What you have to do: Down to the last line, write out the entries below exactly and omit all pictures.

Data for review:

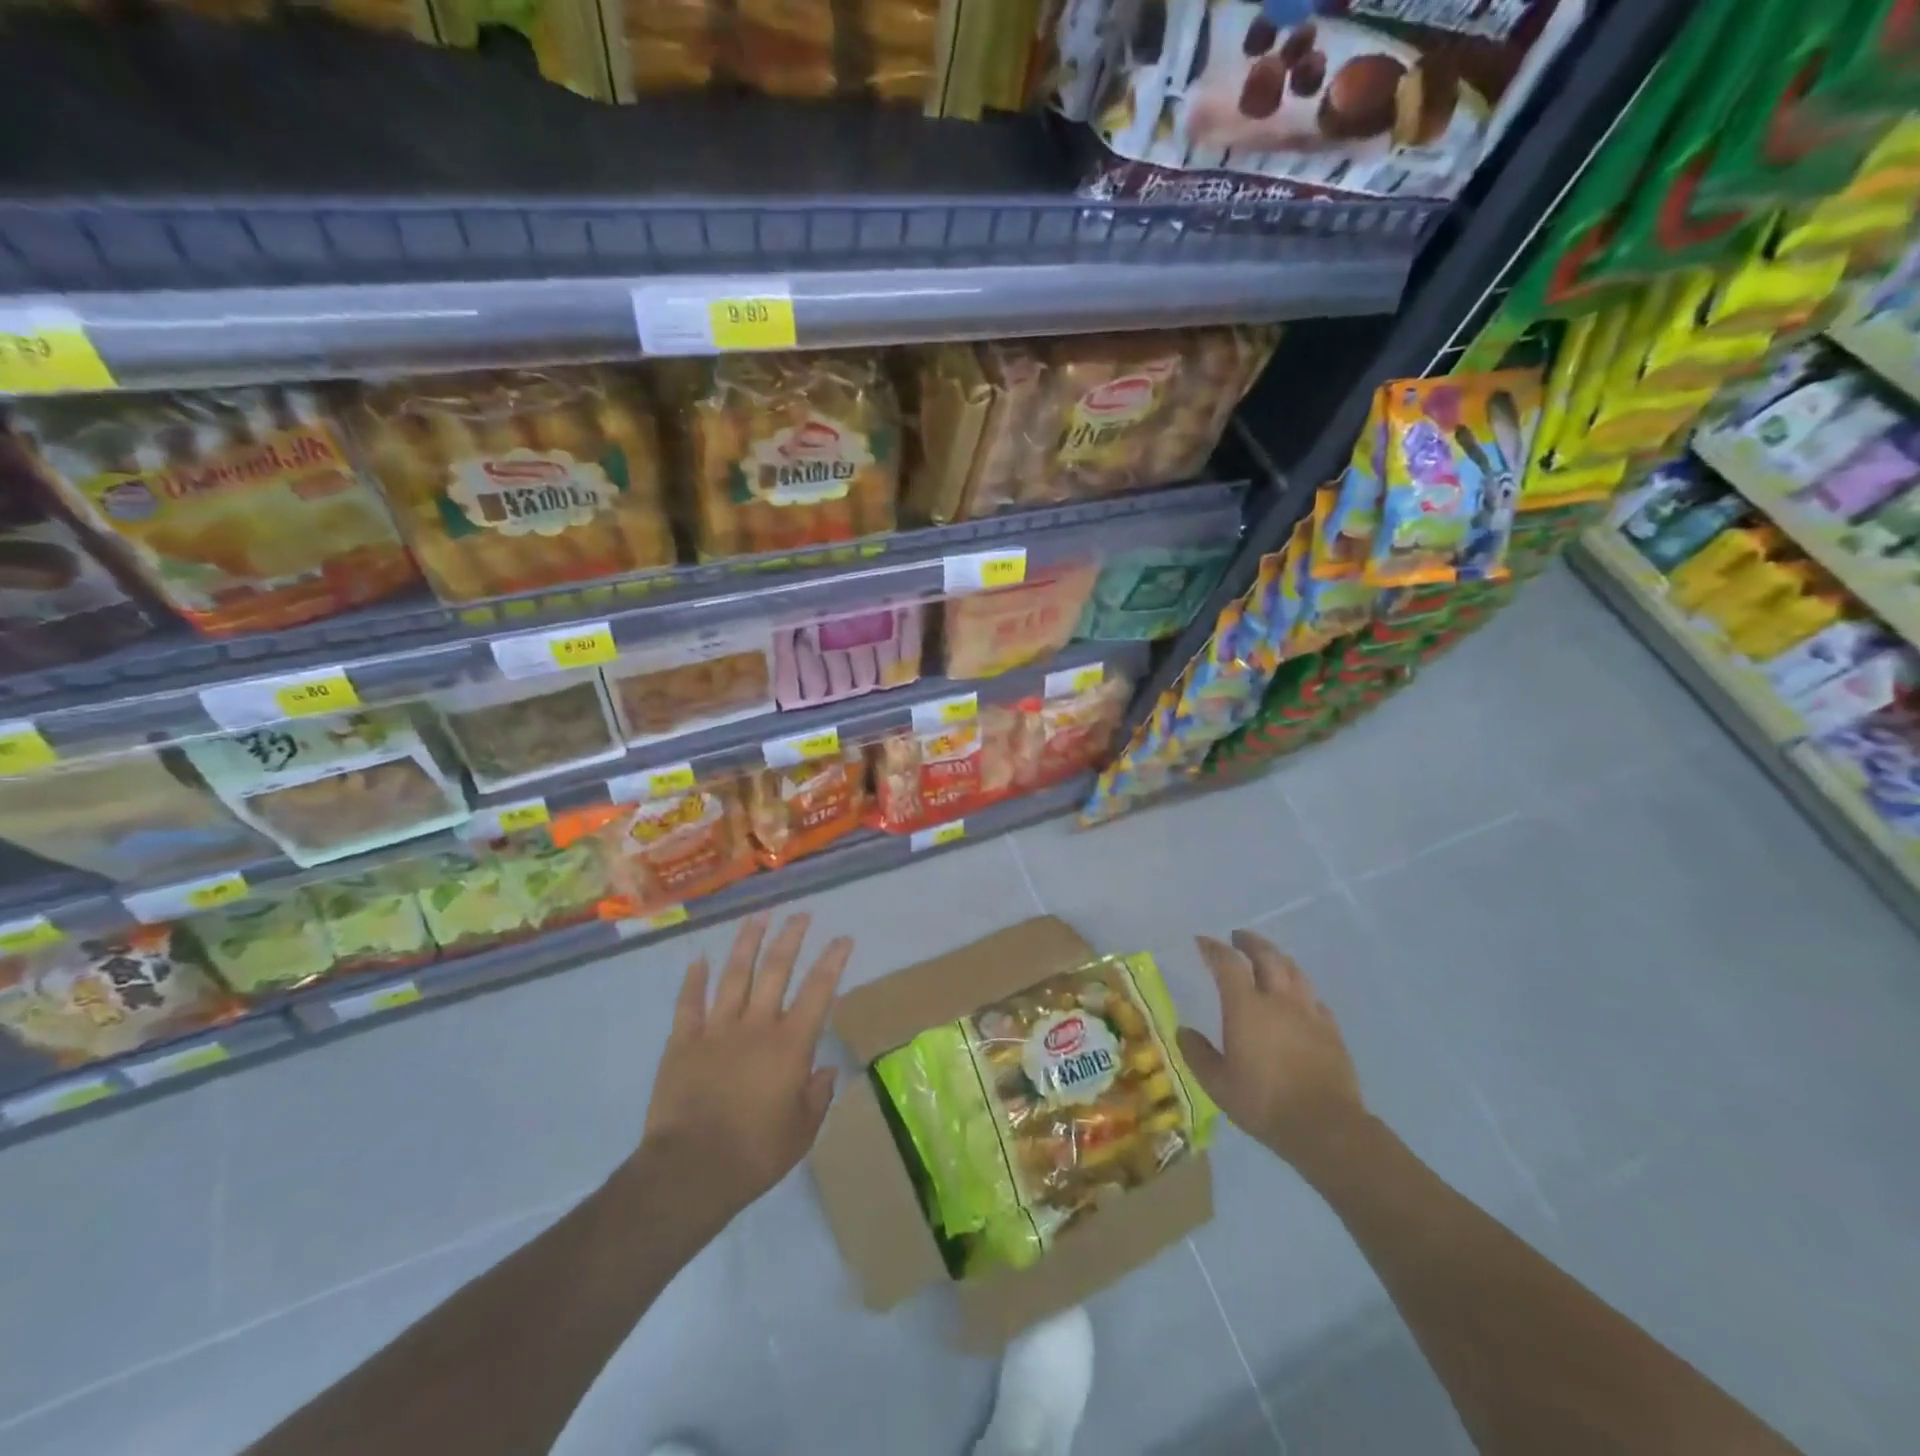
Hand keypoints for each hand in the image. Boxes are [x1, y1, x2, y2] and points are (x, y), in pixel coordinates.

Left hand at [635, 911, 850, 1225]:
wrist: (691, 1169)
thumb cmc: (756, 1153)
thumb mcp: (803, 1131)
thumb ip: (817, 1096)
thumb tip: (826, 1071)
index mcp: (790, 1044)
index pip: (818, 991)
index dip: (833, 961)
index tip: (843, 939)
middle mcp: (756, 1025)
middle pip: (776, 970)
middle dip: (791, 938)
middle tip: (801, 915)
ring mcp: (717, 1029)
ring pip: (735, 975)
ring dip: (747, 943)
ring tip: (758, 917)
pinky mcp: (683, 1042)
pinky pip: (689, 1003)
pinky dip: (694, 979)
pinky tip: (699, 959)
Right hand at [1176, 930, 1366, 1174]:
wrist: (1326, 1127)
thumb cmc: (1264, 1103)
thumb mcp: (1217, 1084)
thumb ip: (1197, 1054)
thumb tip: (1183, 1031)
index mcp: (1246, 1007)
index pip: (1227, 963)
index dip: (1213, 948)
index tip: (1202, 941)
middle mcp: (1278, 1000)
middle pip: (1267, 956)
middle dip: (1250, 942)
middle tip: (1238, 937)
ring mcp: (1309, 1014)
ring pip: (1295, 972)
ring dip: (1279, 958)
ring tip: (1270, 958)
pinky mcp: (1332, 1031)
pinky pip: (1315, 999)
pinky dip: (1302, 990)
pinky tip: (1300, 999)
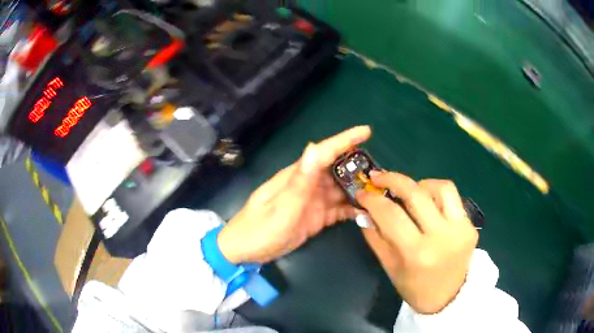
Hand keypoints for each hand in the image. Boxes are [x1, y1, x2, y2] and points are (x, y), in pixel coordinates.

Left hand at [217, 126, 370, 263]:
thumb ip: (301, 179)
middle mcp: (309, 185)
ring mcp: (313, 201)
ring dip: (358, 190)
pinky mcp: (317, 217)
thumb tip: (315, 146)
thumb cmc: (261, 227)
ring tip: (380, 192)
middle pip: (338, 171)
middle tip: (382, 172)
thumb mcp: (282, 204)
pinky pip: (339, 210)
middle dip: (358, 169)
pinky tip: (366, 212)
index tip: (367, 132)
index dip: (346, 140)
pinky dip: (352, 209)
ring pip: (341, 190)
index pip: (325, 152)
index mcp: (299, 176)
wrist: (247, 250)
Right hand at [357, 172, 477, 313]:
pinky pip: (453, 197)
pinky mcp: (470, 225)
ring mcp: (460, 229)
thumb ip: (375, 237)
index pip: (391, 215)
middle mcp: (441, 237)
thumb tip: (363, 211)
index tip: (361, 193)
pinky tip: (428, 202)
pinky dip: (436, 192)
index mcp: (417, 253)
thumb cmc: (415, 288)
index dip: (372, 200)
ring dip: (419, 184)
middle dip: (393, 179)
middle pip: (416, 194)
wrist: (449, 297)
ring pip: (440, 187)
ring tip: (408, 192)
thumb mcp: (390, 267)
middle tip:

Expected answer:
Hand keypoints for each hand in the image. Boxes are [x1, y1, x2, y2] and points are (x, y), in pixel coordinates.

Left hand at [635, 911, 850, 1225]:
wrist: (691, 1169)
thumb cmc: (756, 1153)
thumb mcp: (803, 1131)
thumb ip: (817, 1096)
thumb tip: (826, 1071)
index mcp: (790, 1044)
index pip: (818, 991)
index dip: (833, 961)
index tip: (843, 939)
middle mcp: (756, 1025)
middle pip: (776, 970)
middle dip: (791, 938)
middle tip: (801, 915)
ring mcp: (717, 1029)
ring pip: (735, 975)
ring dip: (747, 943)
ring tip: (758, 917)
pinky mcp: (683, 1042)
pinky pip: (689, 1003)
pinky dip: (694, 979)
pinky tip: (699, 959)
Right hand at [1176, 930, 1366, 1174]:
wrist: (1326, 1127)
thumb cmc: (1264, 1103)
thumb mcp: (1217, 1084)
thumb ip: (1197, 1054)
thumb tip: (1183, 1031)
index mcp: (1246, 1007)
index pip: (1227, 963)
index dip: (1213, 948)
index tip: (1202, 941)
middle mcp: (1278, 1000)
middle pip: (1267, 956)
middle dip: (1250, 942)
middle tip: (1238, 937)
ring mcp: (1309, 1014)
ring pip: (1295, 972)
ring dip: (1279, 958)
ring tip: (1270, 958)
pinky mcp: (1332, 1031)
pinky pip: (1315, 999)
pinky dip: (1302, 990)
pinky tip: (1300, 999)
Hand keypoints for each hand in the image. Boxes are [x1, y1, x2, y2] and points are (x, y), in pixel coordinates.

Left hand at [217, 126, 370, 263]:
thumb ip: (301, 179)
middle mcp: (309, 185)
ring mcp: (313, 201)
ring dip: (358, 190)
pinky mcp: (317, 217)
thumb tip: (315, 146)
thumb cmc: (261, 227)
ring tip: (380, 192)
middle pip: (338, 171)
middle tip: (382, 172)
thumb mcp: (282, 204)
pinky pip: (339, 210)
middle dip: (358, 169)
pinky tip: (366, 212)
index tip: (367, 132)
index dip: (346, 140)
pinky dip: (352, 209)
ring pip: (341, 190)
index pip: (325, 152)
index mcp: (299, 176)
wrist: (247, 250)
Right hand at [357, 172, 477, 313]:
pinky pip: (453, 197)
pinky mcp: (470, 225)
ring mcp: (460, 229)
thumb ip: (375, 237)
index pip: (391, 215)
middle mcp: (441, 237)
thumb tip: (363, 211)
index tip: (361, 193)
pinky tip: (428, 202)
pinky dip: (436, 192)
index mcp: (417, 253)
thumb cmc: (415, 288)
index dip: (372, 200)
ring dip: (419, 184)
middle dip: (393, 179)
middle pip: (416, 194)
wrist: (449, 297)
ring pip: (440, 187)
ring tip: (408, 192)
thumb mcp: (390, 267)
middle tip:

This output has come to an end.